Philip Butcher, one of Samuel Butcher’s sons, was twenty-seven (27) years old when he died in a car accident but you would be forgiven for thinking he died at 7 instead. the mural of children grieving at an empty bed, of child-angels welcoming an unpictured Philip to child-angel heaven, suggest the prematurity of the death understandably overwhelmed Samuel Butcher. the room, which Precious Moments describes as a place that “continues to be a healing place for all those struck by loss,” is a notable feature in all the academic writing about the space10. visitors are meant to read about Philip’s death, then write their own experiences of loss in one of the visitor books, which will live in perpetuity in the shrine/reflection room. there’s a wall full of photos of deceased individuals whose relationship with the Chapel or the Butcher family was unspecified. they all died before the year 2000.

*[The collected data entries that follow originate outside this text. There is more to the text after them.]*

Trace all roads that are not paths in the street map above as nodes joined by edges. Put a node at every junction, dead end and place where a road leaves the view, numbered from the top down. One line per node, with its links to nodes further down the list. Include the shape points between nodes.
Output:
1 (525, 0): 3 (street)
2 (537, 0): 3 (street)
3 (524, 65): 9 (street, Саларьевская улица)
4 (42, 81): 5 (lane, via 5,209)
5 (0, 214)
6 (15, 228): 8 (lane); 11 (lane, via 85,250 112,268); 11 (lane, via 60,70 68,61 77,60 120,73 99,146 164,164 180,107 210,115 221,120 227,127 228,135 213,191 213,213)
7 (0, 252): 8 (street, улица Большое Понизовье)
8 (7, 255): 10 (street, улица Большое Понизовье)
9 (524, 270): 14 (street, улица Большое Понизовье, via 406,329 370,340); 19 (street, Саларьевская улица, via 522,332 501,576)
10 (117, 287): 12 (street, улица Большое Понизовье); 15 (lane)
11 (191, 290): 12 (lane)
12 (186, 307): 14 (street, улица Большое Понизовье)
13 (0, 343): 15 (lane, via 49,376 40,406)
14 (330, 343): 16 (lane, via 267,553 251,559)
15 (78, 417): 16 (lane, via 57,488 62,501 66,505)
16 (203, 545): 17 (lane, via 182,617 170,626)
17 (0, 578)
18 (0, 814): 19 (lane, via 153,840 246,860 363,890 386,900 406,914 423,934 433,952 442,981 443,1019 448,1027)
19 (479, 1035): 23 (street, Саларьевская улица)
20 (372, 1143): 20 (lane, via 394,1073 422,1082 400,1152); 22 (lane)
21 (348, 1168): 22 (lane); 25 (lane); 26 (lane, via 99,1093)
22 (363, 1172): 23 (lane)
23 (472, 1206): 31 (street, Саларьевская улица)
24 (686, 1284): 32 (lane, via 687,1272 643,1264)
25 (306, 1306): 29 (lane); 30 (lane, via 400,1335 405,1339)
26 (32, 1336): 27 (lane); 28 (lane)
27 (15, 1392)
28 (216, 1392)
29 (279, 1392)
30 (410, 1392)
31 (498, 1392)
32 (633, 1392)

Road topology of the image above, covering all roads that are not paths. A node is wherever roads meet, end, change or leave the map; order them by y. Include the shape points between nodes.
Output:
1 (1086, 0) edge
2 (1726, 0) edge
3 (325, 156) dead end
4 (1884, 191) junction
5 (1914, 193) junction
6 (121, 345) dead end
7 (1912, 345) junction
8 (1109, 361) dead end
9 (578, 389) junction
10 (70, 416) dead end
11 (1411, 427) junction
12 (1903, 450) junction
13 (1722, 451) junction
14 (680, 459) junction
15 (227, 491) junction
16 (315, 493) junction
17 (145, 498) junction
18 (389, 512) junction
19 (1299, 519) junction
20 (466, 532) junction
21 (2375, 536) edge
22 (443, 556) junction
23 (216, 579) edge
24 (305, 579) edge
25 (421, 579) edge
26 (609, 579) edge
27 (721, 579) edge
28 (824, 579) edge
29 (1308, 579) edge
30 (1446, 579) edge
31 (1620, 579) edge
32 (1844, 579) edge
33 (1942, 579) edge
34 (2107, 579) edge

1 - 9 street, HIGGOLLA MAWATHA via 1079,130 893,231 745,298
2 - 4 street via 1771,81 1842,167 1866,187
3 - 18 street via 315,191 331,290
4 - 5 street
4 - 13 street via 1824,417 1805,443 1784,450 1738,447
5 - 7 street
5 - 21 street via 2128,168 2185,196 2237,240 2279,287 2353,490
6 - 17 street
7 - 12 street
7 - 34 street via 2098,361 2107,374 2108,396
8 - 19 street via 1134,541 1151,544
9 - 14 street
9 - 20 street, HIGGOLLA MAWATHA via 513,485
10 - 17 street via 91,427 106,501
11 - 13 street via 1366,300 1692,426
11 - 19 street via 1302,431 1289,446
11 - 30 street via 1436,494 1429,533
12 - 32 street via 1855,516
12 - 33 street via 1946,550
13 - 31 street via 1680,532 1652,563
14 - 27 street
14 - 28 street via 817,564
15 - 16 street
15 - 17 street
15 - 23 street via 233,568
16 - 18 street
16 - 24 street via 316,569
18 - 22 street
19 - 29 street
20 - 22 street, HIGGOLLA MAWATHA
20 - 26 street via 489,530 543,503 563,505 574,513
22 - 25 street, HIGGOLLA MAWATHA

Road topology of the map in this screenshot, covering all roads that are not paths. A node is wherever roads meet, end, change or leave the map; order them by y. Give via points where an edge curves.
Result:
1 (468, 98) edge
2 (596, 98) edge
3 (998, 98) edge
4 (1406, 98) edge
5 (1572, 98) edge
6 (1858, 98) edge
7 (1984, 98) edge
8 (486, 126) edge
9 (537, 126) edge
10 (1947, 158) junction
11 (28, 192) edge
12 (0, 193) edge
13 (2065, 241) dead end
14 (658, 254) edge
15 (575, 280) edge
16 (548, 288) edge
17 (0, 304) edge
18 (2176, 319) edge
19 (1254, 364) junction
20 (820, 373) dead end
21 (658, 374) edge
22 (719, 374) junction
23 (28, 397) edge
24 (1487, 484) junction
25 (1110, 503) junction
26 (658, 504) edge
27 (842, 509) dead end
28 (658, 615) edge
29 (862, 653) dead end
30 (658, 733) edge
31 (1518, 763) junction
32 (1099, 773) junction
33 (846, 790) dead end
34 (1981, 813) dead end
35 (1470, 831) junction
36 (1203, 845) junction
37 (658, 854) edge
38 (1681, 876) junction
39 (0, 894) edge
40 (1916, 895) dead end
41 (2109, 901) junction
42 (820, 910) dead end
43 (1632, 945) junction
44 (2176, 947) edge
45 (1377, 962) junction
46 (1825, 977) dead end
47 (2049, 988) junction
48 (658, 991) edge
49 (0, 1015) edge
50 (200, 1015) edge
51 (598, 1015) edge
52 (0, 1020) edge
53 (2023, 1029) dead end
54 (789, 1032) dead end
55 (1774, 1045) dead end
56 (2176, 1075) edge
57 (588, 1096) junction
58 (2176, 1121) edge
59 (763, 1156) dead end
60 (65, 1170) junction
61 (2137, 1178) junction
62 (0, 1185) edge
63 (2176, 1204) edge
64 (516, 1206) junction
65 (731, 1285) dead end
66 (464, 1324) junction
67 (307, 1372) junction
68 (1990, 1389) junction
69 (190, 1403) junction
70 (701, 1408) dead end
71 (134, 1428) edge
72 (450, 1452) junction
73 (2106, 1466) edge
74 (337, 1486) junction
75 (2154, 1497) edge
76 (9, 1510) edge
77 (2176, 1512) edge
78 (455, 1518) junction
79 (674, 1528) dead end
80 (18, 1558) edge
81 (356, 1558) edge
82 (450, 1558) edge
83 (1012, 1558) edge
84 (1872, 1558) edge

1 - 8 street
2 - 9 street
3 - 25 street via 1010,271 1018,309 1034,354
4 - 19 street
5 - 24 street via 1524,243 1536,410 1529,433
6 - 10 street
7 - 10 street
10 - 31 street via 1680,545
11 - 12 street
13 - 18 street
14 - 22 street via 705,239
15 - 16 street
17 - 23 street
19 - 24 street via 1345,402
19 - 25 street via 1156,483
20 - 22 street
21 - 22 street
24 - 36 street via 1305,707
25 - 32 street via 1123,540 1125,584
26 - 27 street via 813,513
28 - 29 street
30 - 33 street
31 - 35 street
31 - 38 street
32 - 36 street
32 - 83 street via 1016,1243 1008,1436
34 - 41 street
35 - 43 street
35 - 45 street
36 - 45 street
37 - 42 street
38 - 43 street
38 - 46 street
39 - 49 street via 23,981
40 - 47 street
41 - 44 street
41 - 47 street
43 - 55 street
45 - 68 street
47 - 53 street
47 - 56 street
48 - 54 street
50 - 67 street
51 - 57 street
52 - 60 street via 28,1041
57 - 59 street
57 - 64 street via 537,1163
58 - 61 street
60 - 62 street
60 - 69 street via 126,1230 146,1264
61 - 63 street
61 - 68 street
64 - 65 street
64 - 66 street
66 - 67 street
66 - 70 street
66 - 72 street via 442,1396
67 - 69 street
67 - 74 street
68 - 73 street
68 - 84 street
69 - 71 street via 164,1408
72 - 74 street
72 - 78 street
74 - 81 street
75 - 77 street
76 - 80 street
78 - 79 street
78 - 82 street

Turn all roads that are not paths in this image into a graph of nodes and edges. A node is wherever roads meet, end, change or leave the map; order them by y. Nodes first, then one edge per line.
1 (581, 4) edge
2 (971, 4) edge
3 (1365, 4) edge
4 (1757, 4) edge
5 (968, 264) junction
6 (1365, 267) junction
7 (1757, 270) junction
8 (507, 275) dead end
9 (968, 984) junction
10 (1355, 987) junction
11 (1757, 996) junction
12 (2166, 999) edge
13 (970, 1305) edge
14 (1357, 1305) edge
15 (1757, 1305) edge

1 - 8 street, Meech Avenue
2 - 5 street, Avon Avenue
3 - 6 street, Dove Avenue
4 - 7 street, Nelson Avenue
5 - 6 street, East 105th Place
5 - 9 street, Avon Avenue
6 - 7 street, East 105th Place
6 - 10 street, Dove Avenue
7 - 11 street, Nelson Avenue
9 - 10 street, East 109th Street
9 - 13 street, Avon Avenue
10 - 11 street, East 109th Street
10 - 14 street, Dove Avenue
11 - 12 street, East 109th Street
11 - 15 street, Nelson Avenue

i realized, looking at these ledgers and photos and paintings, that i was feeling profoundly sad for the families. not only for their loss, which is an inherent eventuality of living, but for the way the Precious Moments Chapel seemed to hold the memory of these dead people in a perpetual child-mode. it was the art, of course, but also the suggestion from the art that death turned people back into children, like the best part of a 27-year-old was who he was in kindergarten. i wondered about how the families of these people who all died before 2000 thought of these dead people, many of whom were also in their twenties. did they chose to remember their lost children as young because they didn’t know them as adults? it felt forcibly undignified, this literal infantilizing. of course, i’ve never lost a child and i never will. i will never have children, and the choices of parents of dead children are, fundamentally, something i’ll always be distant from. still, in that moment in Philip’s room, i felt so sad that for a moment i also felt angry. like, what the fuck, why are you denying the fullness of these lives? just to sell back the idea of innocence in tacky little statuettes?
my experience in Philip’s Room is mirrored by the one researcher Aaron Ketchell had all the way back in 1999 when he wrote “the Precious Moments Chapel seems to function primarily as a place of ritualized purification, with its liturgical process consisting of both a tour and the purchase of gift shop mementos. The site's ability to dispel anxieties and fears and to solidify an encouraging vision of the promised hereafter is best seen in the chapel's marque mural, Hallelujah Square.”
for Ryan and me, it’s safe to say our anxieties and fears were not at all dispelled by a visit to Hallelujah Square, though we did spend a fair amount of time looking at it from the back pews. it was the only place we saw other tourists. and honestly it’s impossible not to feel somewhat awed by the main room of the Chapel itself. the stained glass is clean and intricate, the paintings all completed by hand by one dedicated man transforming the world into his own outsider art museum, “guided by the Lord.”
in the nave a docent was presenting to a group of elderly women. the enormous altar image had not yet been completed, the docent explained, when Mr. Butcher’s mother passed away. with apparently sincere sorrow, the docent reflect that Mrs. Butcher “never lived to see a precious moment.”
at that point we had to leave.
—
we drove, in part on route 66, to Picher, Oklahoma, to clear our minds. after the claustrophobia of the chapel, it was nice to be back on the road. we let Donkey stick her head out the window as we crossed the state line and we listened to 90s country. “I was surprised by how upsetting that was,” Ryan said, and I agreed. I told him, “I think if we’d eaten lunch there we would have been trapped the forever.”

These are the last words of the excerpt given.